The site’s FAQ tells users that specific prompts cannot be deleted from their conversation histories, warning users: “Please don't share any sensitive information in your conversations.” But not everyone has been paying attention.

In early April, two different programmers at Samsung’s Korean semiconductor business sent ChatGPT some buggy, confidential computer code, asking the AI to find the problems and fix them. When a third employee sent meeting notes to ChatGPT asking for a summary, company leaders realized the risk of exposing proprietary information and limited each employee’s ChatGPT prompt to 1,024 bytes.

As many as 6.5% of employees have pasted company data into ChatGPT, and 3.1% have copied and pasted sensitive data to the program, according to research by the data security company Cyberhaven, which analyzed ChatGPT use across 1.6 million workers that use its product.

Stopping this risky user behavior is challenging. Traditional cybersecurity solutions cannot prevent users from pasting text into the ChatGPT browser, leaving organizations unable to assess the scope of the problem. Many security products can track when files are uploaded and downloaded to the internet, but not when users copy and paste information from their screens into a ChatGPT browser window, Cyberhaven VP of Marketing Cameron Coles wrote in a blog post.

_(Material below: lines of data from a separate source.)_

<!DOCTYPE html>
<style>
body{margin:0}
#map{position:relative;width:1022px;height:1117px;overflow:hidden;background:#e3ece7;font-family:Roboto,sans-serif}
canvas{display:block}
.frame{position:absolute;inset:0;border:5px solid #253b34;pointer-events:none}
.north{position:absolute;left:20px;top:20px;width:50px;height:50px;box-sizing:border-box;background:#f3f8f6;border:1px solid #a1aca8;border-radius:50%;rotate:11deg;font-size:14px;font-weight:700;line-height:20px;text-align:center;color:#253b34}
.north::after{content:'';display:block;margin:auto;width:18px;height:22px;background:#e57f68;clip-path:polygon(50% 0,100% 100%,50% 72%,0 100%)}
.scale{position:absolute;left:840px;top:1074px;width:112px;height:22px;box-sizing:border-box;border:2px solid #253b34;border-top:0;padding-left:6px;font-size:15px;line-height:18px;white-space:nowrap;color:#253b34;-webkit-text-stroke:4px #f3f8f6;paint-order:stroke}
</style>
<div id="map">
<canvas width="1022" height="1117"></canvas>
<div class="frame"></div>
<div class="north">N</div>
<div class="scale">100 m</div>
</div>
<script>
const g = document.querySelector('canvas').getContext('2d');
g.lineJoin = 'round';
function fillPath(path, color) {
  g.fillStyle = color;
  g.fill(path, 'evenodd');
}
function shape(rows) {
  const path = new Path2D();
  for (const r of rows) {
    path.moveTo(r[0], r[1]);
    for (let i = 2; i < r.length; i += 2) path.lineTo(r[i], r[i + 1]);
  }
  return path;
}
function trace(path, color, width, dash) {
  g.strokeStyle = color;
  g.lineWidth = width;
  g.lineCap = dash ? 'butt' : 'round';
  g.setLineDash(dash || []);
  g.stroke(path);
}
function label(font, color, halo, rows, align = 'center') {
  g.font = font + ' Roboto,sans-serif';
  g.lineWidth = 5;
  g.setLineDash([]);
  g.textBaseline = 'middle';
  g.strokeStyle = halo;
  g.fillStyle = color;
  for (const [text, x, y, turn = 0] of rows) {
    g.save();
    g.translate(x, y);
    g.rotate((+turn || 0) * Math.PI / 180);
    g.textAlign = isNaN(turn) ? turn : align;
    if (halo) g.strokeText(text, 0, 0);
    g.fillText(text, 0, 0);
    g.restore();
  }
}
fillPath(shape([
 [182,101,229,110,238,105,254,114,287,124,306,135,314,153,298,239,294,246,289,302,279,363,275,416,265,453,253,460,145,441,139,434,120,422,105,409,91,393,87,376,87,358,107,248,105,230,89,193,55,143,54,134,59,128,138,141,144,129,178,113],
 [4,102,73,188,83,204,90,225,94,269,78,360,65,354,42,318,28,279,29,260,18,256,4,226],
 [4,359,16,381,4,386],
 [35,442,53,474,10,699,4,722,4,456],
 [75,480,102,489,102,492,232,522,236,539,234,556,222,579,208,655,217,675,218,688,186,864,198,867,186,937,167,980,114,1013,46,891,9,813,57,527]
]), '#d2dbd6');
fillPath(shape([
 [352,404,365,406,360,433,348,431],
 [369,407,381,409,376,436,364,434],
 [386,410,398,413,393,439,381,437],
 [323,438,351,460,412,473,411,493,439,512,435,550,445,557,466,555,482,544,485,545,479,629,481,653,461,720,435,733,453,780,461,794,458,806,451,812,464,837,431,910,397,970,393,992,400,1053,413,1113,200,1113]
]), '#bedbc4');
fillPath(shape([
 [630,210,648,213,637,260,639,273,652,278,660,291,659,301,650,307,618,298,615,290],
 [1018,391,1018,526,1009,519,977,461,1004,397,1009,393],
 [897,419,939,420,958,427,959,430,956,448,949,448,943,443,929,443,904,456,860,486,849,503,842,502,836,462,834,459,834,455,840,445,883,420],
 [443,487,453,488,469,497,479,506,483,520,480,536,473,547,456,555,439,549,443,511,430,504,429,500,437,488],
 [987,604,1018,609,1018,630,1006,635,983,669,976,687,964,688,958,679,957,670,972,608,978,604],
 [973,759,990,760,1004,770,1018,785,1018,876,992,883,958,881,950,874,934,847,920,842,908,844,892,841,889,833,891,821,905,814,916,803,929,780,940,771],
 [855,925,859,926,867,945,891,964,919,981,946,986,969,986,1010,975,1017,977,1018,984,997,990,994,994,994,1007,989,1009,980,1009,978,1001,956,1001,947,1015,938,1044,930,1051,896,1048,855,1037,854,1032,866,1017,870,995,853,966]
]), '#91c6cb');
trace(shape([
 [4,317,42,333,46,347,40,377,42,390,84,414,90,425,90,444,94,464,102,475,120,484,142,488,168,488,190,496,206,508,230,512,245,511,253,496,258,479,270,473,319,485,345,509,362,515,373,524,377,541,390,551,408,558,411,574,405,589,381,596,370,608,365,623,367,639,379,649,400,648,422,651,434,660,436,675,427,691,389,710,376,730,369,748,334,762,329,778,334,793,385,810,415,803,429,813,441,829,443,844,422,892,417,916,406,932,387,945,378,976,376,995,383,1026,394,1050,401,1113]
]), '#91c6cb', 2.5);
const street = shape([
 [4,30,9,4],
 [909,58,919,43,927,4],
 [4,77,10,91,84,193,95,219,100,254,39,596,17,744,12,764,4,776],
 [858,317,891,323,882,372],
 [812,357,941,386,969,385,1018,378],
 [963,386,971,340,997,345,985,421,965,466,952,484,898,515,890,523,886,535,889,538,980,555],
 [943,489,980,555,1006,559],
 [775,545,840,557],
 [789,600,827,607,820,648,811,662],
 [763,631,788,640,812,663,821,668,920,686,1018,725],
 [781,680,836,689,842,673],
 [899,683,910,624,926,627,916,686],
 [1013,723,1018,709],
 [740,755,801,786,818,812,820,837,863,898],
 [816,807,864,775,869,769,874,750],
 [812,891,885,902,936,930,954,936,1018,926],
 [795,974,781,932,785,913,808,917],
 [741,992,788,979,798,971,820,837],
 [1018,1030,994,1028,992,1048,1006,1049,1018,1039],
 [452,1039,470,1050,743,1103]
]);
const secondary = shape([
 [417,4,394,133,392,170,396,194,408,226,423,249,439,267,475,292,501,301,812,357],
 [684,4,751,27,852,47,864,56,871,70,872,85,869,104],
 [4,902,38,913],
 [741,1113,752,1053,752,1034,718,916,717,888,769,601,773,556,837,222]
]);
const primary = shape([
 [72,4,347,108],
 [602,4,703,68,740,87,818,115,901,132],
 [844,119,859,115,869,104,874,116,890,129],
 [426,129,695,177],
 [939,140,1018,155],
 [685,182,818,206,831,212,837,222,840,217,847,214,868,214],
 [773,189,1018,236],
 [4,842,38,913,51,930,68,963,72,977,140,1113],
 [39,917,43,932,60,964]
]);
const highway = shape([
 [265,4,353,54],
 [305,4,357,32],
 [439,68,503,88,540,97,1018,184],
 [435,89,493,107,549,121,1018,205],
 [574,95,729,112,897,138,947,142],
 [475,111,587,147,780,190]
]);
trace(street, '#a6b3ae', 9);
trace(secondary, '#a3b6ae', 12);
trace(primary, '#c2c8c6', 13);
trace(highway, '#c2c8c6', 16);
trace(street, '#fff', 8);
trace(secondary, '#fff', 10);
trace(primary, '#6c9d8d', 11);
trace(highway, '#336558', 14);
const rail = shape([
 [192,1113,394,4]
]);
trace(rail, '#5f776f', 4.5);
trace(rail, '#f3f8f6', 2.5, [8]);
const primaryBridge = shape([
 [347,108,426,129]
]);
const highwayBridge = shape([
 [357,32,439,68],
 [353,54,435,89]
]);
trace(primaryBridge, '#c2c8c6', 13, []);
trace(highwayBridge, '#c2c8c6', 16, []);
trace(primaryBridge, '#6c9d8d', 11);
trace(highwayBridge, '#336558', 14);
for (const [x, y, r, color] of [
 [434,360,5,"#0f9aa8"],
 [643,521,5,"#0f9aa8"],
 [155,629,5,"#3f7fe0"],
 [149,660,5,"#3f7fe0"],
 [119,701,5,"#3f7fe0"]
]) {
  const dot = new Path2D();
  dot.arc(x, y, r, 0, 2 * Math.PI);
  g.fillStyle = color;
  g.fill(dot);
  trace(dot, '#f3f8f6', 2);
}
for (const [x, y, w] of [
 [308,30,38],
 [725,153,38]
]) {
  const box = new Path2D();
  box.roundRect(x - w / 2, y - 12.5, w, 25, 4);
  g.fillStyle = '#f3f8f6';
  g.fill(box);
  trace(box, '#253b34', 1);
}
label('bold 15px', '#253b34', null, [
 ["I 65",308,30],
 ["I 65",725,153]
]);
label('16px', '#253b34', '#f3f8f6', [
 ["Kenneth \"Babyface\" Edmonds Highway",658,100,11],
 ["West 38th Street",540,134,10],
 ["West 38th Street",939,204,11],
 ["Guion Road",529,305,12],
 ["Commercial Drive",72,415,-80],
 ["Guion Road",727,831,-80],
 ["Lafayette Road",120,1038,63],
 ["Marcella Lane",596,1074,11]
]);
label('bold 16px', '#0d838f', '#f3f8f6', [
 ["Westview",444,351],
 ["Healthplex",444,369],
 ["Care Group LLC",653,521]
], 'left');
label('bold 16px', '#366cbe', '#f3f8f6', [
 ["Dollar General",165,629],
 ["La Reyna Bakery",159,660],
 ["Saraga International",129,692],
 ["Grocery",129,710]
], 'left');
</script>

Additionally, confidential data may not be as easily recognized and blocked as Social Security numbers or credit card numbers. “Without knowing more about its context, security tools today can’t tell the difference between someone inputting the cafeteria menu and the company’s M&A plans,” he said. 

Due to the risks, a number of major companies have restricted their employees from using ChatGPT, including Amazon, Walmart, Accenture, Verizon, JPMorgan Chase and several other financial institutions. 

National Association of Counties Chief Information Officer Rita Reynolds offers a number of strategies for local governments considering the use of ChatGPT. 

In an April 4 article, she advised counties to create a responsible AI policy that addresses privacy and data security, transparency and accountability, fairness and bias as well as informed consent.  Staff should be trained on ChatGPT’s risks and how to use it responsibly.  She also suggested IT staff investigate an in-house, enterprise ChatGPT through the Azure OpenAI Service.

“Counties’ use of ChatGPT is in its infancy,” Reynolds said. “Even with the challenges, the benefits are significant.”